Rising grain production costs are attributable to much more than what goes in the tractor's gas tank, says a University of Illinois Extension farm management specialist.
"Of the $50 increase in per acre costs between 2003 and 2005, less than half are directly attributable to rising energy prices," says Gary Schnitkey, who co-authored the study with Extension colleague Dale Lattz.
The complete report, "Cost Increases: It’s Not Just Energy," can be read online at U of I Extension's farmdoc website at: http://www.farmdoc.uiuc.edu
The report examines production costs for grain farms in the northern, central and southern sections of Illinois based on data provided by the Illinois Farm Business Farm Management (FBFM) Association.
"Per-acre costs are divided into 'energy-sensitive costs' and 'energy non-sensitive costs,'" Schnitkey explains. "Energy-sensitive costs are those whose prices are directly influenced by changes in energy prices. These include fertilizer, fuel and oil, drying, and utilities. The remaining costs are placed in the non-sensitive category."
For northern Illinois grain farms, per-acre financial costs have increased from $349/acre in 2003 to $399 in 2005, an increase of $50/acre.
"Since 1980, no other two-year period has had as large an increase in costs as between 2003 and 2005," he notes. "Of the $50 increase, energy-related items account for $22/acre, or 44%, of the cost increase. Fertilizer is the leading cost increase category, with a $16/acre increase between 2003 and 2005. Fuel and oil costs increased by $6/acre during that time.
"Energy non-sensitive costs have increased by $28/acre in that period. Costs in this category with large per acre increases include cash rent, seed, pesticides, and interest."
Schnitkey points out that northern Illinois is not unique. "Central Illinois grain farms have cost increases of $42/acre, with 47% of the increase coming from energy-sensitive items. Southern Illinois grain farms have costs increases of $69/acre, with 34% coming from energy-sensitive items."

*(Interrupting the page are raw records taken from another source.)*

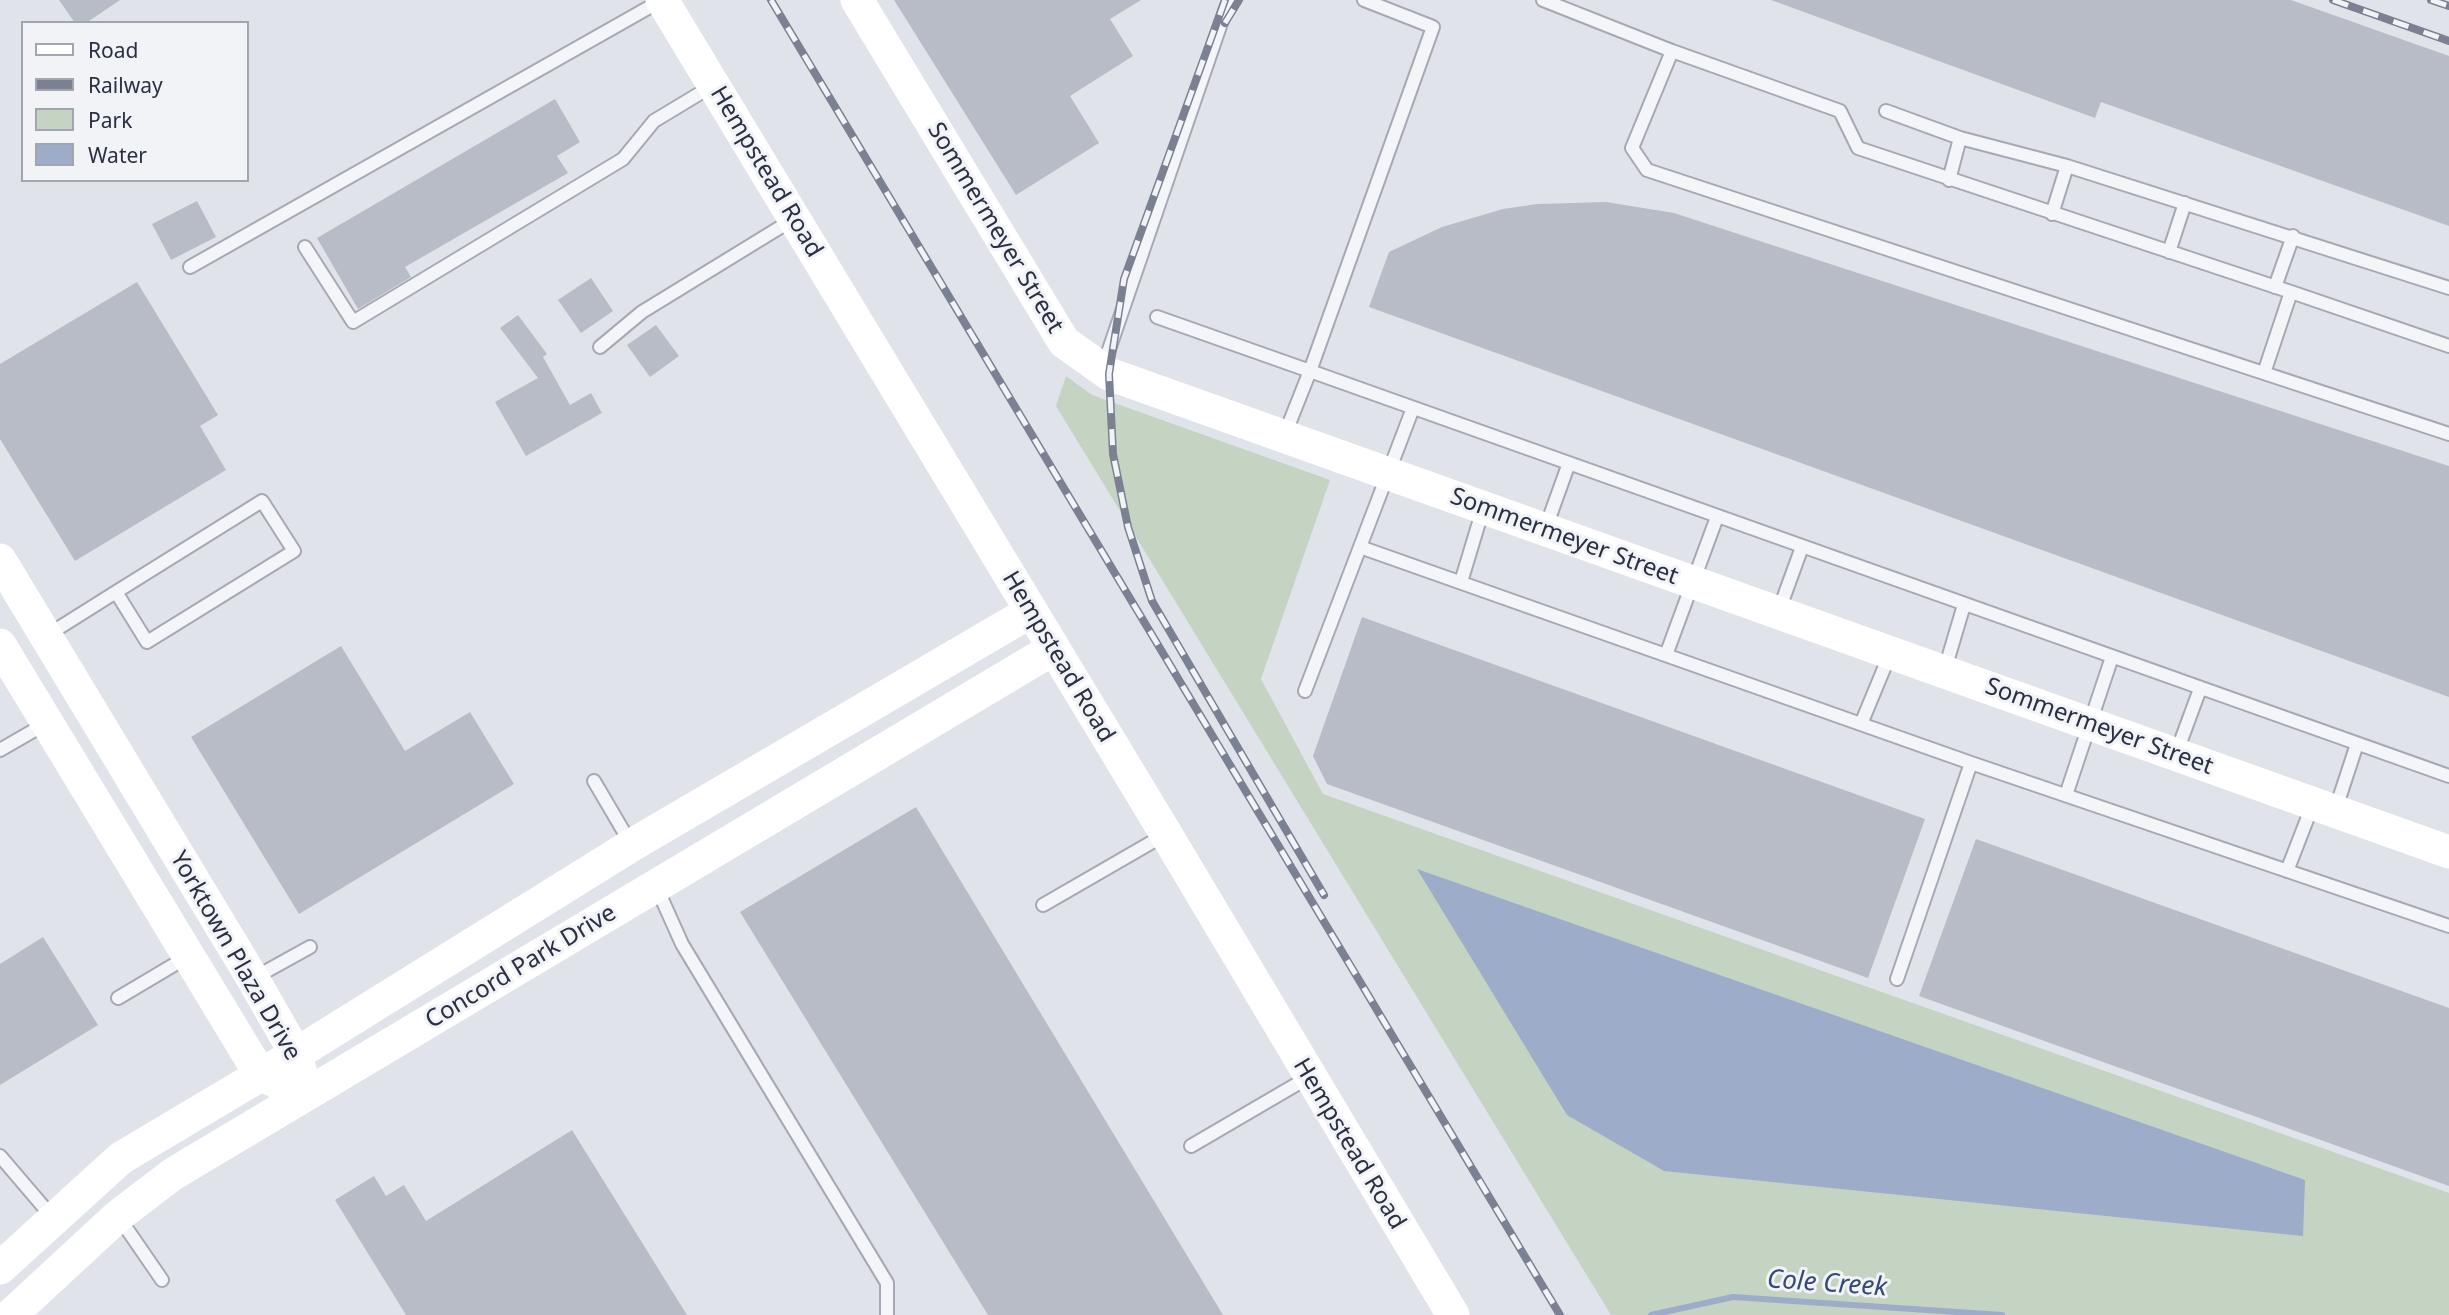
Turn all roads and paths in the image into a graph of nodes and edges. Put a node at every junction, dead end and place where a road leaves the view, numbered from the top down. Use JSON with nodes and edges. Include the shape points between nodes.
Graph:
{"nodes":[{"id":1,"x":662,"y":0,"type":"edge"},
{"id":2,"x":857,"y":0,"type":"edge"},
{"id":3,"x":1229,"y":0,"type":"edge"},
{"id":4,"x":1364,"y":0,"type":"edge"},
{"id":5,"x":1544,"y":0,"type":"edge"},
{"id":6,"x":1672,"y":51,"type":"junction"},
{"id":7,"x":714,"y":85,"type":"junction"},
{"id":8,"x":1886,"y":111,"type":"dead end"},
{"id":9,"x":1960,"y":138,"type":"junction"},
{"id":10,"x":2067,"y":166,"type":"junction"},
{"id":11,"x":1949,"y":180,"type":"junction"},
{"id":12,"x":2185,"y":203,"type":"junction"},
{"id":13,"x":2052,"y":214,"type":"junction"},
{"id":14,"x":794,"y":219,"type":"junction"},
{"id":15,"x":2293,"y":236,"type":"junction"},
{"id":16,"x":305,"y":247,"type":"dead end"},
{"id":17,"x":2169,"y":252,"type":"junction"},
{"id":18,"x":190,"y":267,"type":"dead end"},
{"id":19,"x":2275,"y":287,"type":"junction"},
{"id":20,"x":2449,"y":288,"type":"edge"},
{"id":21,"x":2291,"y":292,"type":"junction"},
{"id":22,"x":1157,"y":317,"type":"dead end"},
{"id":23,"x":2449,"y":346,"type":"edge"},
{"id":24,"x":600,"y":347,"type":"dead end"},
{"id":25,"x":1102,"y":369,"type":"junction"},
{"id":26,"x":1310,"y":371,"type":"junction"},
{"id":27,"x":2264,"y":373,"type":"junction"},
{"id":28,"x":1413,"y":408,"type":"junction"},
{"id":29,"x":2449,"y":435,"type":"edge"},
{"id":30,"x":1284,"y":438,"type":"junction"},
{"id":31,"x":1569,"y":463,"type":"junction"},
{"id":32,"x":1386,"y":474,"type":"junction"},
{"id":33,"x":1483,"y":509,"type":"junction"},
{"id":34,"x":1717,"y":517,"type":"junction"},
{"id":35,"x":1544,"y":530,"type":"junction"},
{"id":36,"x":1360,"y":547,"type":"junction"},
{"id":37,"x":1801,"y":547,"type":"junction"},
{"id":38,"x":0,"y":560,"type":"edge"},
{"id":39,"x":1461,"y":582,"type":"junction"},
{"id":40,"x":1691,"y":582,"type":"junction"},
{"id":41,"x":116,"y":592,"type":"junction"},
{"id":42,"x":1964,"y":605,"type":"junction"},
{"id":43,"x":1030,"y":612,"type":"junction"},
{"id":44,"x":1778,"y":613,"type":"junction"},
{"id":45,"x":46,"y":636,"type":"junction"},
{"id":46,"x":0,"y":645,"type":"edge"},
{"id":47,"x":1053,"y":649,"type":"junction"},
{"id":48,"x":1890,"y":653,"type":"junction"},
{"id":49,"x":1666,"y":655,"type":"junction"},
{"id":50,"x":2112,"y":657,"type":"junction"},
{"id":51,"x":1944,"y":672,"type":"junction"},
{"id":52,"x":2200,"y":689,"type":"junction"},
{"id":53,"x":1305,"y":691,"type":"dead end"},
{"id":54,"x":98,"y":722,"type":"junction"},
{"id":55,"x":47,"y":723,"type":"junction"},
{"id":56,"x":1861,"y":724,"type":"junction"},
{"id":57,"x":2089,"y":724,"type":"junction"},
{"id":58,"x":2357,"y":744,"type":"junction"},
{"id":59,"x":0,"y":750,"type":"edge"},
{"id":60,"x":2176,"y":755,"type":"junction"},
{"id":61,"x":1971,"y":763,"type":"junction"},
{"id":62,"x":2449,"y":776,"type":"edge"},
{"id":63,"x":594,"y":781,"type":"dead end"},
{"id":64,"x":2066,"y":795,"type":"junction"},
{"id":65,"x":2324,"y":807,"type":"junction"},
{"id":66,"x":1166,"y":834,"type":"junction"},
{"id":67,"x":632,"y":845,"type":"junction"},
{"id":68,"x":2449,"y":852,"type":"edge"},
{"id":69,"x":2287,"y":871,"type":"junction"},
{"id":70,"x":656,"y":886,"type":"junction"},
{"id":71,"x":1043,"y":905,"type":"dead end"},
{"id":72,"x":2449,"y":926,"type":"edge"},
{"id":73,"x":310,"y":947,"type":"dead end"},
{"id":74,"x":188,"y":956,"type":"junction"},
{"id":75,"x":253,"y":979,"type":"junction"},
{"id":76,"x":1897,"y":979,"type":"dead end"},
{"id":77,"x":118,"y":998,"type":"dead end"},
{"id":78,"x":296,"y":1054,"type":"junction"},
{"id":79,"x":260,"y":1074,"type":"junction"},
{"id":80,"x":1309,"y":1077,"type":"junction"},
{"id":81,"x":307,"y":1096,"type":"junction"},
{"id":82,"x":1191,"y":1146,"type":"dead end"},
{"id":83,"x":0,"y":1156,"type":"edge"},
{"id":84,"x":118,"y":1216,"type":"junction"},
{"id":85,"x":54,"y":1218,"type":"junction"},
{"id":86,"x":0,"y":1268,"type":"edge"},
{"id":87,"x":162,"y":1280,"type":"dead end"},
{"id":88,"x":11,"y":1315,"type":"edge"},
{"id":89,"x":887,"y":1315,"type":"edge"},
{"id":90,"x":1453,"y":1315,"type":"edge"}],
"edges":[{"from":1,"to":7,"type":"street","name":"Hempstead Road"},
{"from":1,"to":18,"type":"lane"},
{"from":2,"to":25,"type":"street","name":"Sommermeyer Street","via":[[1064,342]]},
{"from":3,"to":25,"type":"lane"},
{"from":4,"to":26,"type":"lane","via":[[1433,27]]},
{"from":5,"to":6,"type":"lane"},
{"from":6,"to":11,"type":"lane","via":[[1840,111],[1858,148]]},
{"from":6,"to":27,"type":"lane","via":[[1632,148],[1647,170]]},
{"from":7,"to":14,"type":"street","name":"Hempstead Road"},
{"from":7,"to":16,"type":"lane","via":[[654,121],[623,159],[353,322]]},
{"from":8,"to":9,"type":"lane"},
{"from":9,"to":10,"type":"lane"},
{"from":9,"to":11,"type":"lane"},
{"from":10,"to":12,"type":"lane"},
{"from":10,"to":13,"type":"lane"},
{"from":11,"to":13,"type":"lane"},
{"from":12,"to":15,"type":"lane"},
{"from":12,"to":17,"type":"lane"},
{"from":13,"to":17,"type":"lane"},
{"from":14,"to":24,"type":"lane","via":[[642,312]]},
{"from":14,"to":43,"type":"street","name":"Hempstead Road"},
{"from":15,"to":19,"type":"lane"},
{"from":15,"to":20,"type":"lane"},
{"from":17,"to":19,"type":"lane"},
{"from":19,"to":21,"type":"lane"},
{"from":21,"to":23,"type":"lane"},
{"from":21,"to":27,"type":"lane"},
{"from":22,"to":26,"type":"lane"},
{"from":25,"to":30,"type":"street","name":"Sommermeyer Street"},
{"from":26,"to":28,"type":"lane"},
{"from":26,"to":30,"type":"lane"},
{"from":27,"to":29,"type":"lane"},
{"from":28,"to":31,"type":"lane"},
{"from":28,"to":32,"type":"lane"},
{"from":30,"to":32,"type":"street","name":"Sommermeyer Street"},
{"from":31,"to":34,"type":"lane"},
{"from":31,"to":35,"type":"lane"},
{"from":32,"to":33,"type":"street","name":"Sommermeyer Street"},
{"from":32,"to":36,"type":"lane"},
{"from":33,"to":35,"type":"street","name":"Sommermeyer Street"},
{"from":33,"to":39,"type":"lane"},
{"from":34,"to":37,"type":"lane"},
{"from":34,"to":40,"type":"lane"},
{"from":35,"to":40,"type":"street","name":"Sommermeyer Street"},
{"from":36,"to":39,"type":"lane"},
{"from":36,"to":53,"type":"lane"},
{"from":37,"to":42,"type":"lane"},
{"from":37,"to":44,"type":"lane"},
{"from":38,"to":45,"type":"street","name":"Yorktown Plaza Drive"},
{"from":39,"to":49,"type":"lane"},
{"from":40,"to":44,"type":"street","name":"Sommermeyer Street"},
{"from":40,"to":49,"type":"lane"},
{"from":41,"to":41,"type":"lane","via":[[262,501],[294,551],[147,642]]},
{"from":41,"to":45,"type":"lane"},
{"from":42,"to":50,"type":"lane"},
{"from":42,"to":51,"type":"lane"},
{"from":43,"to":47,"type":"street","name":"Hempstead Road"},
{"from":43,"to":67,"type":"street","name":"Concord Park Drive"},
{"from":44,"to":48,"type":"street","name":"Sommermeyer Street"},
{"from":45,"to":54,"type":"street","name":"Yorktown Plaza Drive"},
{"from":46,"to":55,"type":"street","name":"Yorktown Plaza Drive"},
{"from":47,"to":66,"type":"street","name":"Hempstead Road"},
{"from":47,"to":70,"type":"street","name":"Concord Park Drive"},
{"from":48,"to":51,"type":"street","name":"Sommermeyer Street"},
{"from":48,"to":56,"type":"lane"},
{"from":49,"to":56,"type":"lane"},
{"from":50,"to":52,"type":"lane"},
{"from":50,"to":57,"type":"lane"},
{"from":51,"to":57,"type":"street","name":"Sommermeyer Street"},
{"from":52,"to":58,"type":"lane"},
{"from":52,"to":60,"type":"lane"},
{"from":54,"to":55,"type":"street"},
{"from":54,"to":75,"type":"street","name":"Yorktown Plaza Drive"},
{"from":55,"to":59,"type":"lane"},
{"from":55,"to":74,"type":"street","name":"Yorktown Plaza Drive"},
{"from":56,"to":61,"type":"lane"},
{"from":57,"to":60,"type":"street","name":"Sommermeyer Street"},
{"from":57,"to":64,"type":"lane"},
{"from":58,"to":62,"type":"lane"},
{"from":58,"to":65,"type":"lane"},
{"from":60,"to":65,"type":"street","name":"Sommermeyer Street"},
{"from":61,"to":64,"type":"lane"},
{"from":61,"to":76,"type":"lane"},
{"from":63,"to":67,"type":"lane"},
{"from":64,"to":69,"type":"lane"},
{"from":65,"to":68,"type":"street","name":"Sommermeyer Street"},
{"from":65,"to":69,"type":"lane"},
{"from":66,"to":71,"type":"lane"},
{"from":66,"to":80,"type":"street","name":"Hempstead Road"},
{"from":67,"to":70,"type":"street"},
{"from":67,"to":78,"type":"street","name":"Concord Park Drive"},
{"from":69,"to":72,"type":"lane"},
{"from":70,"to":81,"type":"street","name":"Concord Park Drive"},
{"from":70,"to":89,"type":"lane","via":[[682,944],[887,1283]]},
{"from":73,"to":75,"type":"lane"},
{"from":74,"to":77,"type":"lane"},
{"from":74,"to":79,"type":"street","name":"Yorktown Plaza Drive"},
{"from":75,"to":78,"type":"street","name":"Yorktown Plaza Drive"},
{"from":78,"to":79,"type":"street","name":"Concord Park Drive"},
{"from":78,"to":81,"type":"street","name":"Yorktown Plaza Drive"},
{"from":79,"to":81,"type":"street","name":"Yorktown Plaza Drive"},
{"from":79,"to":85,"type":"street","name":"Concord Park Drive","via":[[121,1158]]},
{"from":80,"to":82,"type":"lane"},
{"from":80,"to":90,"type":"street","name":"Hempstead Road"},
{"from":81,"to":84,"type":"street","name":"Concord Park Drive","via":[[173,1174]]},
{"from":83,"to":85,"type":"lane"},
{"from":84,"to":87,"type":"lane"},
{"from":84,"to":88,"type":"street","name":"Concord Park Drive"},
{"from":85,"to":86,"type":"street","name":"Concord Park Drive"}]}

The report has a number of implications, he adds. "Energy-sensitive costs have the possibility of declining in the future if prices for oil and natural gas decrease," Schnitkey says. "At this time, energy price decreases seem unlikely. However, oil and natural gas are commodities, and commodity prices are notoriously sensitive to supply-and-demand changes.
"In the future, energy prices could decline with findings of new supplies or reductions in demand. Declines in energy prices are not unprecedented, as illustrated by energy prices during the 1970s through the 1990s."

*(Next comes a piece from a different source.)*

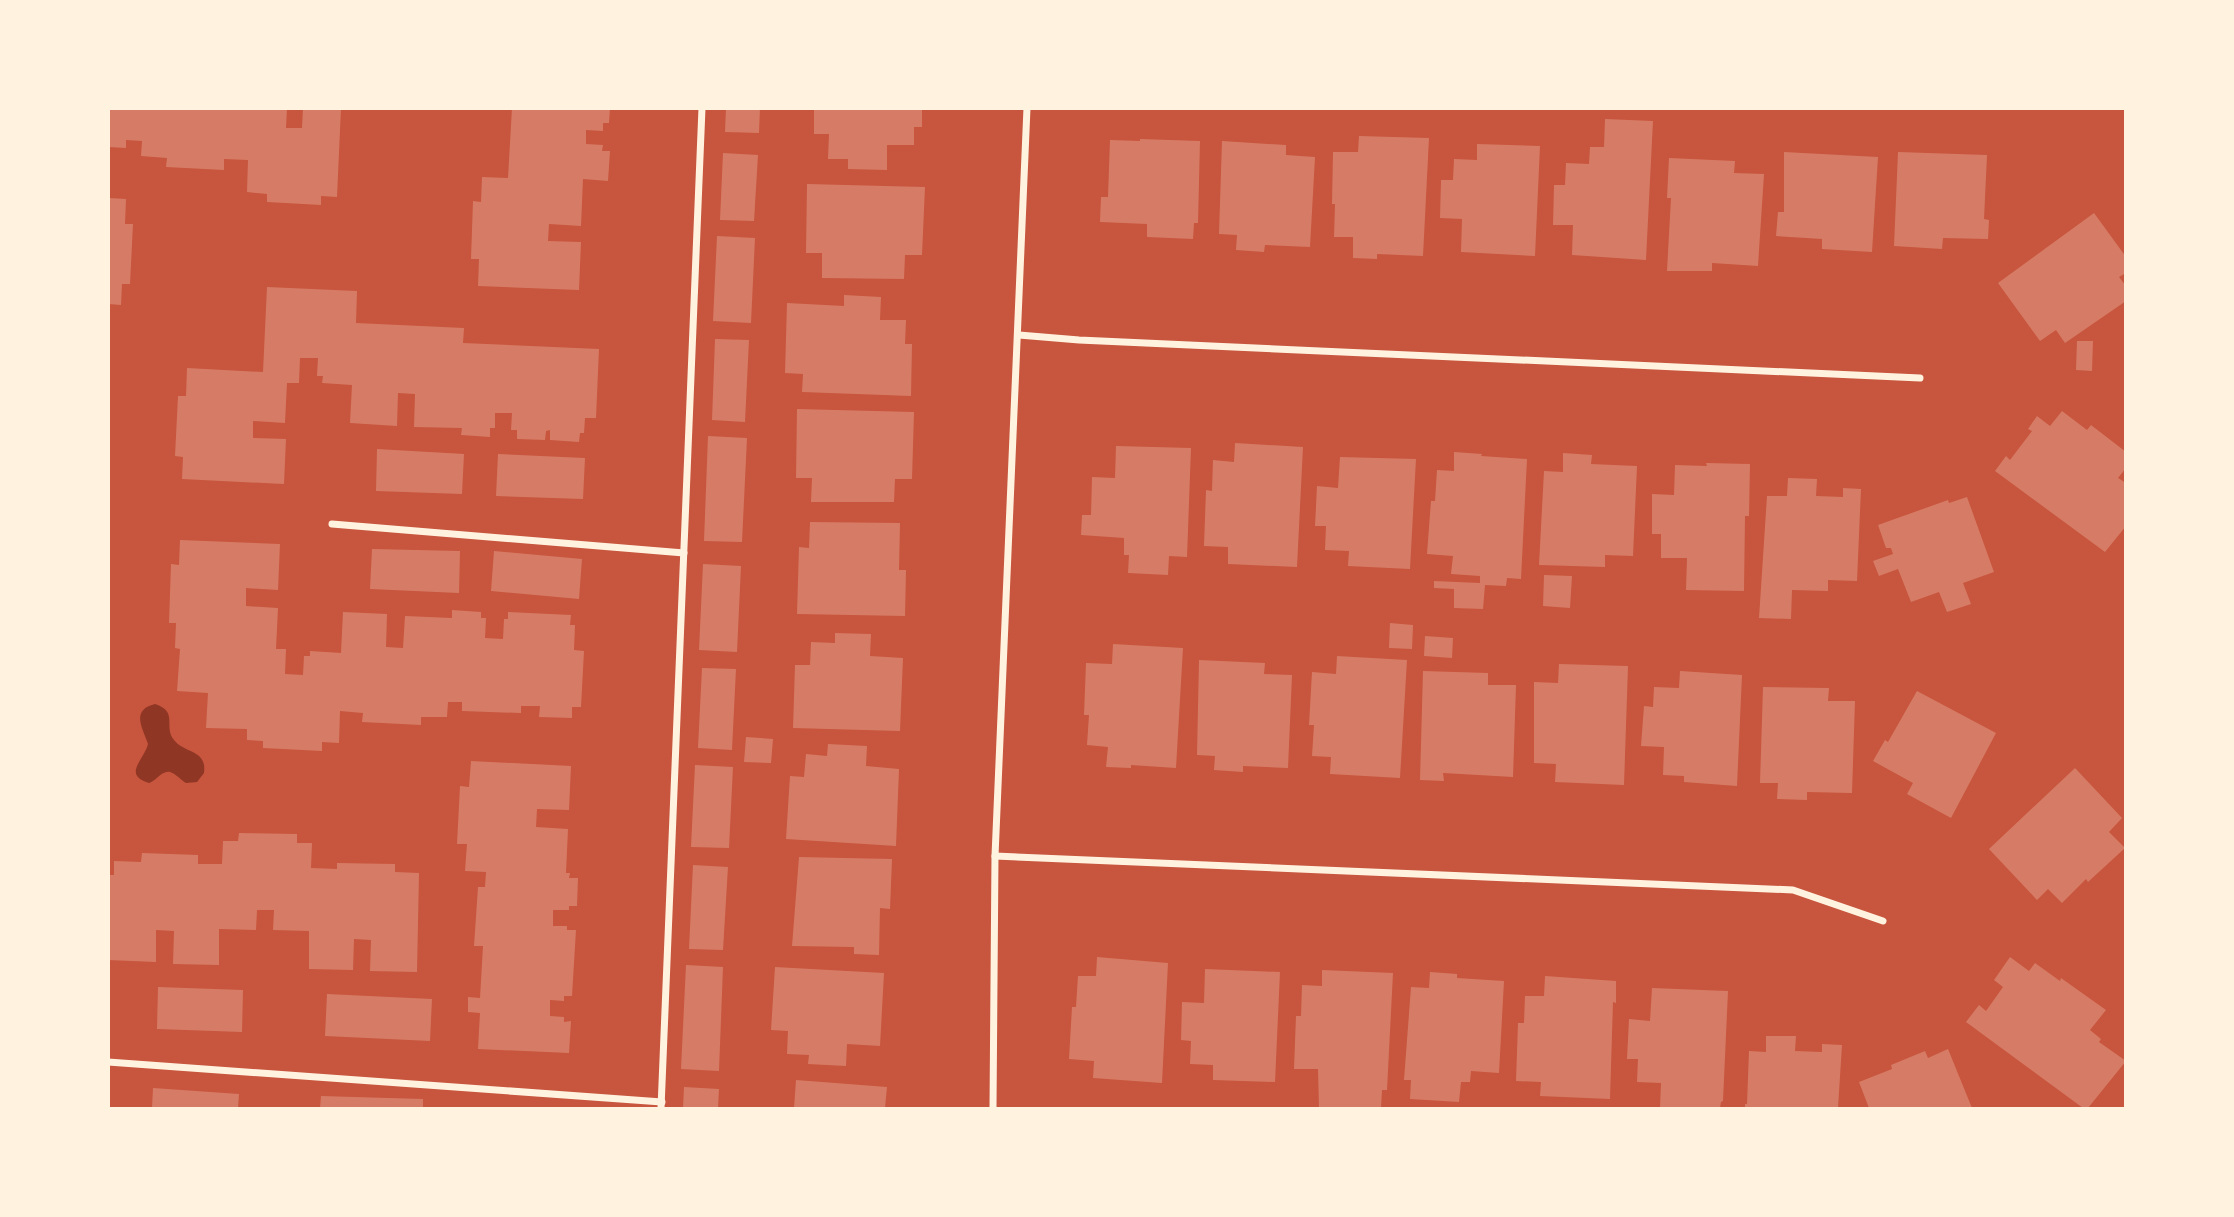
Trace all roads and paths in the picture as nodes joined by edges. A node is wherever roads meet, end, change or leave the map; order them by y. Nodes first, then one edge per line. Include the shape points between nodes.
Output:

Production costs that are not as energy sensitive such as cash rents, seeds, and pesticides have less chance of declining, he notes.
"The increases in the non-sensitive cost categories signal a general, permanent higher level of costs," he says. "This higher level of costs introduces heightened risks, as revenue declines could lead to lower levels of income than in previous years."
To date, Schnitkey says, corn and soybean prices appear like they will be higher in 2006 than in recent years. "Given cost increases, these higher levels of prices do not necessarily signal higher profitability to grain farms," he says. "Overall, higher revenue caused by rising prices may counter cost increases, leaving per-acre returns near recent levels."